Check each line of the entries below for the string "graph" and state how many lines have it, with no other text.

:: EXERCISE INPUTS ::

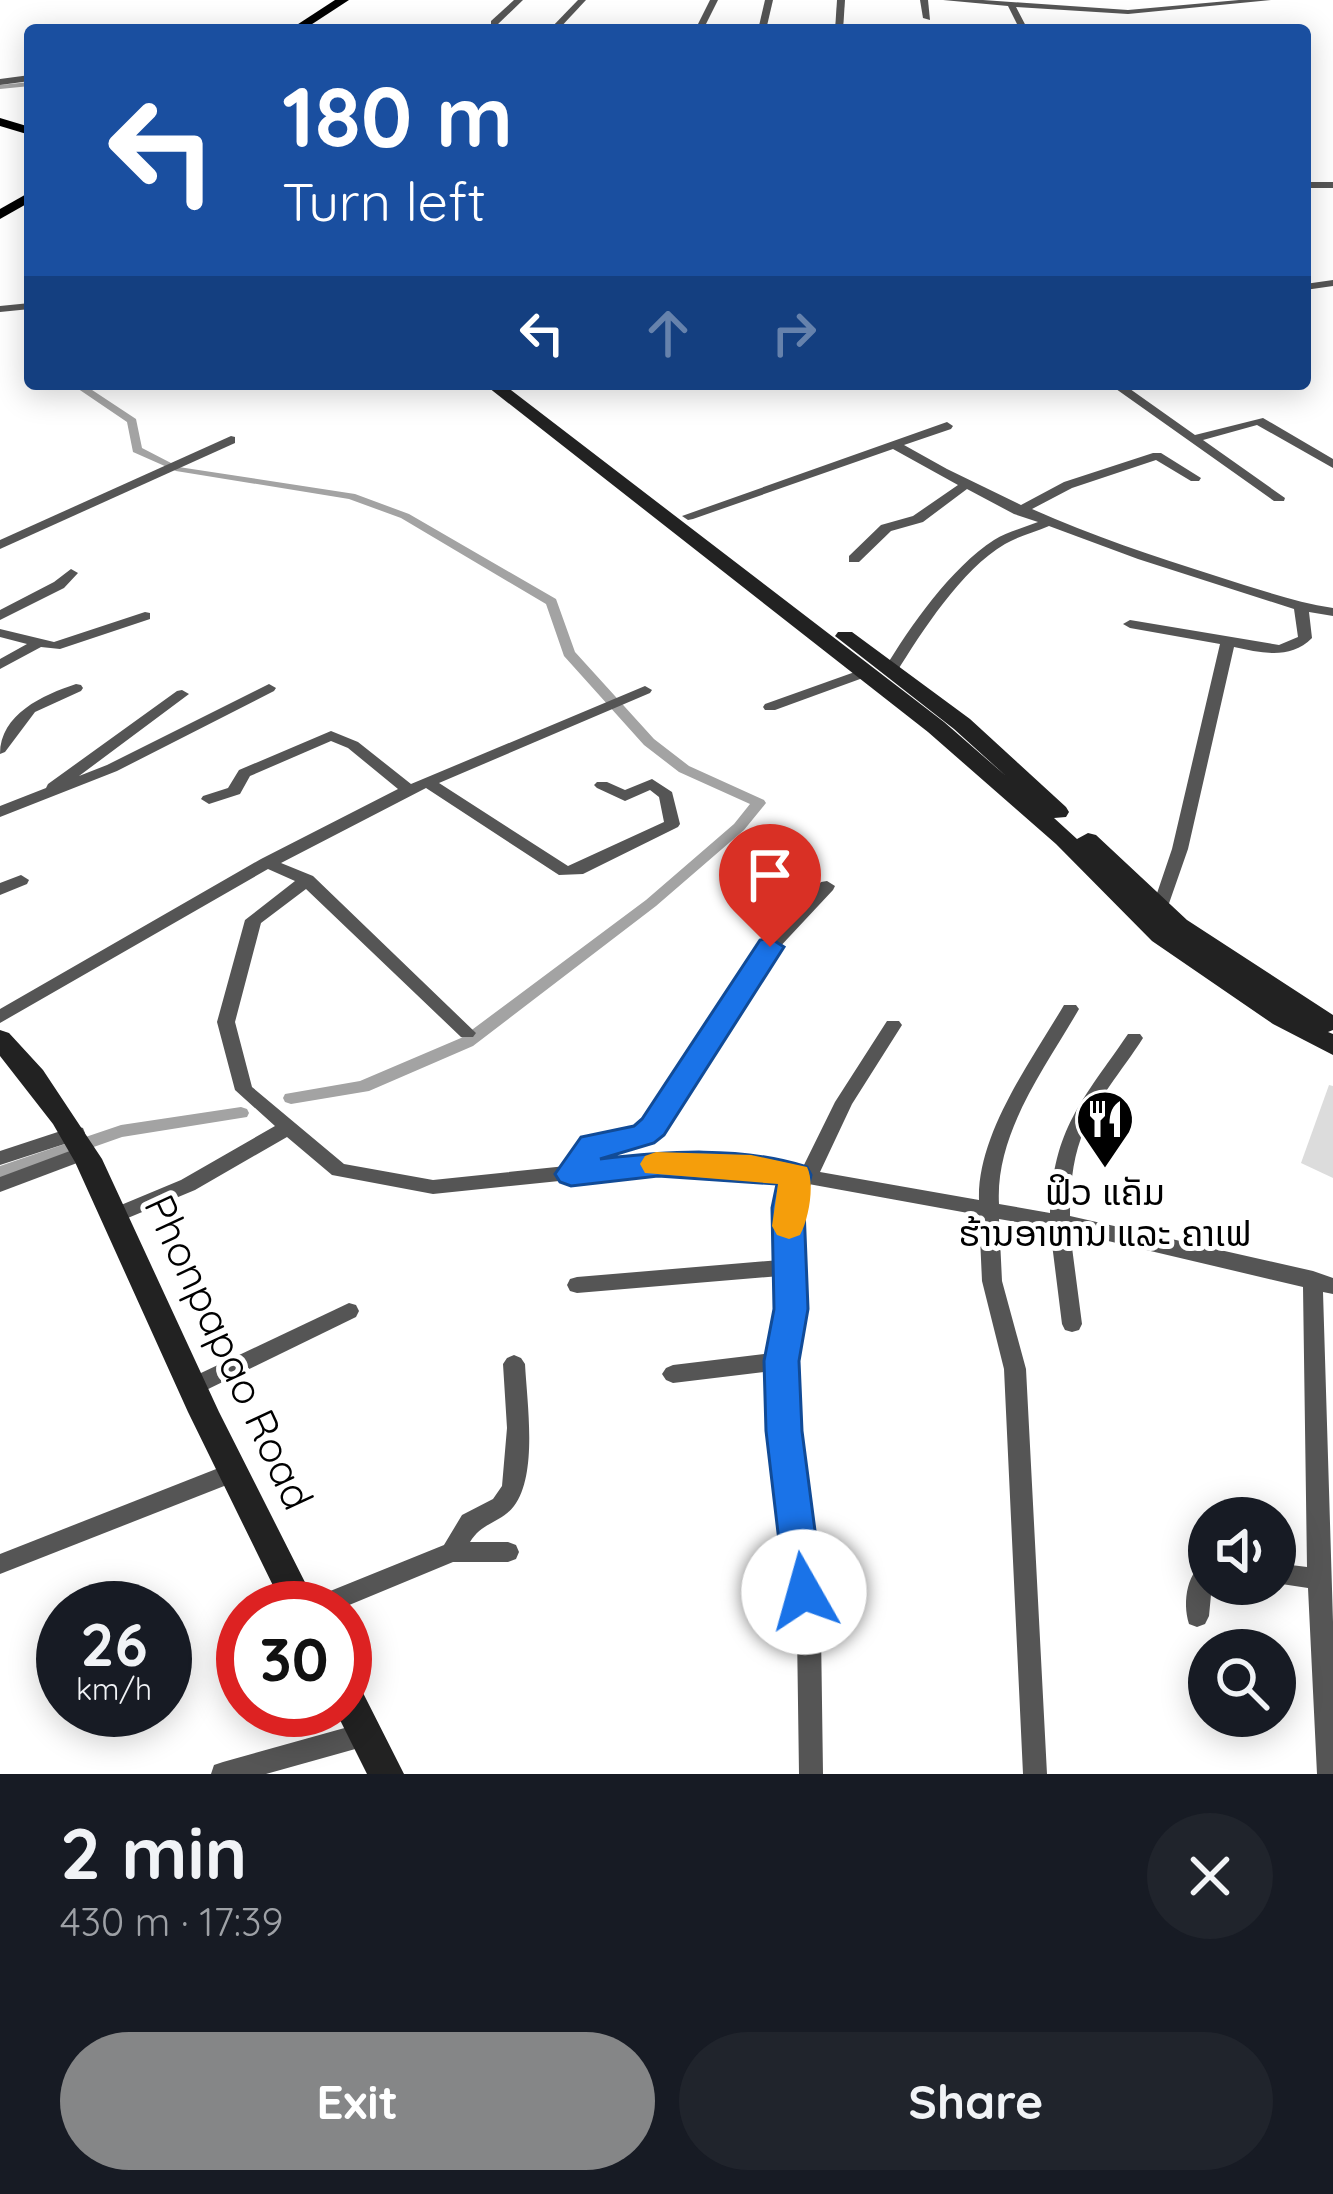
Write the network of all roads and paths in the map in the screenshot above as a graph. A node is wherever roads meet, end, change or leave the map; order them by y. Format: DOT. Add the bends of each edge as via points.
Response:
graph roads {
  1 [pos="343,0"];
  2 [pos="520,0"];
  3 [pos="582,0"];
  4 [pos="924,0"];
  5 [pos="947,0"];
  6 [pos="1152,0"];
  7 [pos="1266,0"];
  8 [pos="971,1"];
  9 [pos="1233,2"];
  10 [pos="1011,5"];
  11 [pos="1080,5"];
  12 [pos="1159,11"];
  13 [pos="926,18"];
  14 [pos="494,23"];
  15 [pos="305,24"];
  16 [pos="560,24"];
  17 [pos="1021,24"];
  18 [pos="500,390"];
  19 [pos="522,390"];
  20 [pos="1124,390"];
  21 [pos="947,426"];
  22 [pos="1193,439"];
  23 [pos="231,440"];
  24 [pos="893,444"];
  25 [pos="1333,464"];
  26 [pos="1195,478"];
  27 [pos="964,486"];
  28 [pos="1280,498"];
  29 [pos="1019,511"];
  30 [pos="688,516"];
  31 [pos="1045,524"];
  32 [pos="0,545"];
  33 [pos="854,559"];
  34 [pos="70,573"];
  35 [pos="1300,607"];
  36 [pos="1333,612"];
  37 [pos="0,616"];
  38 [pos="145,616"];
  39 [pos="1130,624"];
  40 [pos="0,634"];
  41 [pos="1228,641"];
  42 [pos="38,644"];
  43 [pos="0,665"];
  44 [pos="891,670"];
  45 [pos="866,672"];
  46 [pos="76,688"];
  47 [pos="269,688"];
  48 [pos="645,690"];
  49 [pos="182,694"];
  50 [pos="770,707"];
  51 [pos="0,749"];
  52 [pos="428,783"];
  53 [pos="602,784"];
  54 [pos="409,790"];
  55 [pos="48,792"];
  56 [pos="209,800"];
  57 [pos="0,812"];
  58 [pos="267,863"];
  59 [pos="21,880"];
  60 [pos="307,880"];
  61 [pos="826,886"];
  62 [pos="0,890"];
  63 [pos="1160,908"];
  64 [pos="1070,1010"];
  65 [pos="0,1017"];
  66 [pos="893,1025"];
  67 [pos="1333,1027"];
  68 [pos="466,1033"];
  69 [pos="1134,1038"];
  70 [pos="0,1039"];
  71 [pos="1333,1046"];
  72 [pos="289,1127"];
  73 [pos="82,1145"];
  74 [pos="0,1158"];
  75 [pos="571,1174"];
  76 [pos="802,1176"];
  77 [pos="0,1185"];
  78 [pos="989,1209"];
  79 [pos="116,1215"];
  80 [pos="1059,1224"];
  81 [pos="790,1268"];
  82 [pos="1323,1282"];
  83 [pos="577,1285"];
  84 [pos="349,1311"];
  85 [pos="1072,1324"];
  86 [pos="782,1361"];
  87 [pos="514,1364"];
  88 [pos="673,1374"];
  89 [pos="192,1387"];
  90 [pos="234,1472"];
  91 [pos="452,1552"];
  92 [pos="508,1552"];
  93 [pos="0,1564"];
  94 [pos="1296,1576"];
  95 [pos="1319,1579"];
  96 [pos="288,1581"];
  97 [pos="372,1585"];
  98 [pos="1198,1605"];
  99 [pos="1197,1616"];
  100 [pos="355,1737"];
  101 [pos="368,1737"];
  102 [pos="224,1774"];
  103 [pos="386,1774"];
  104 [pos="812,1774"];
  105 [pos="1035,1774"];
  106 [pos="1329,1774"];
  1 -- 15 [label="main road"];
  2 -- 14 [label="street"];
  3 -- 16 [label="street"];
  4 -- 13 [label="street"];
  5 -- 8 [label="street"];
  6 -- 12 [label="street"];
  7 -- 9 [label="street"];
  8 -- 10 [label="street"];
  9 -- 12 [label="street"];
  10 -- 11 [label="street"];
  10 -- 17 [label="street"];
  11 -- 12 [label="street"];
  18 -- 45 [label="street"];
  19 -- 30 [label="street"];
  20 -- 22 [label="street"];
  21 -- 24 [label="street"];
  22 -- 25 [label="street" via="1259,421"];
  22 -- 28 [label="street"];
  23 -- 32 [label="street"];
  24 -- 27 [label="street"];
  24 -- 30 [label="street"];
  26 -- 29 [label="street" via="1157,456 1068,485"];
  27 -- 29 [label="street"];
  27 -- 33 [label="street" via="918,519 886,528"];
  29 -- 31 [label="street"];
  30 -- 44 [label="street"];
  31 -- 35 [label="street"];
  31 -- 44 [label="street" via="1002,540 947,594"];
  34 -- 37 [label="street"];
  35 -- 36 [label="street"];
  35 -- 41 [label="street" via="1305,638 1298,646"];
  38 -- 42 [label="street" via="55,646"];
  39 -- 41 [label="street"];
  40 -- 42 [label="street"];
  41 -- 63 [label="street"];
  42 -- 43 [label="street"];
  44 -- 63 [label="street" via="962,724"];
  45 -- 50 [label="street"];
  45 -- 71 [label="street" via="1064,839 1161,935"];
  46 -- 51 [label="street" via="30,710"];
  47 -- 55 [label="street"];
  48 -- 52 [label="street"];
  49 -- 55 [label="street"];
  52 -- 53 [label="street" via="565,871 672,824 666,795 652,784 625,796"];
  52 -- 54 [label="street"];
  54 -- 56 [label="street" via="331,736 244,773 234,790"];
  54 -- 58 [label="street"];
  55 -- 57 [label="street"];
  58 -- 60 [label="street"];
  58 -- 65 [label="street"];
  59 -- 62 [label="street"];
  60 -- 68 [label="street"];
  60 -- 72 [label="street" via="253,920 226,1022 244,1090"];
  61 -- 75 [label="street" via="770,947 653,1127 592,1146"];
  63 -- 67 [label="street"];
  64 -- 78 [label="street" via="1004,1125"];
  66 -- 76 [label="street"];
  69 -- 80 [label="street" via="1069,1144"];
  70 -- 73 [label="street, Phonpapao Road"];
  72 -- 75 [label="street" via="339,1170 433,1186"];
  72 -- 79 [label="street"];
  73 -- 74 [label="street"];
  73 -- 77 [label="street"];
  73 -- 79 [label="street, Phonpapao Road"];
  75 -- 76 [label="street" via="658,1164"];
  76 -- 78 [label="street"];
  76 -- 81 [label="street" via="788,1208"];
  78 -- 80 [label="street"];
  78 -- 105 [label="street" via="992,1281 1015,1370"];
  79 -- 89 [label="street, Phonpapao Road"];
  80 -- 82 [label="street"];
  80 -- 85 [label="street"];
  81 -- 83 [label="street"];
  81 -- 86 [label="street"];
  82 -- 95 [label="street"];
  84 -- 89 [label="street"];
  86 -- 88 [label="street"];
  86 -- 104 [label="street" via="809,1632"];
  87 -- 91 [label="street" via="514,1489 470,1522"];
  89 -- 90 [label="street, Phonpapao Road"];
  90 -- 93 [label="street"];
  90 -- 96 [label="street, Phonpapao Road"];
  91 -- 92 [label="street"];
  91 -- 97 [label="street"];
  94 -- 95 [label="street"];
  95 -- 106 [label="street"];
  98 -- 99 [label="street"];
  100 -- 102 [label="street"];
  101 -- 103 [label="street"];
}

:::

**ANSWER BOX**
2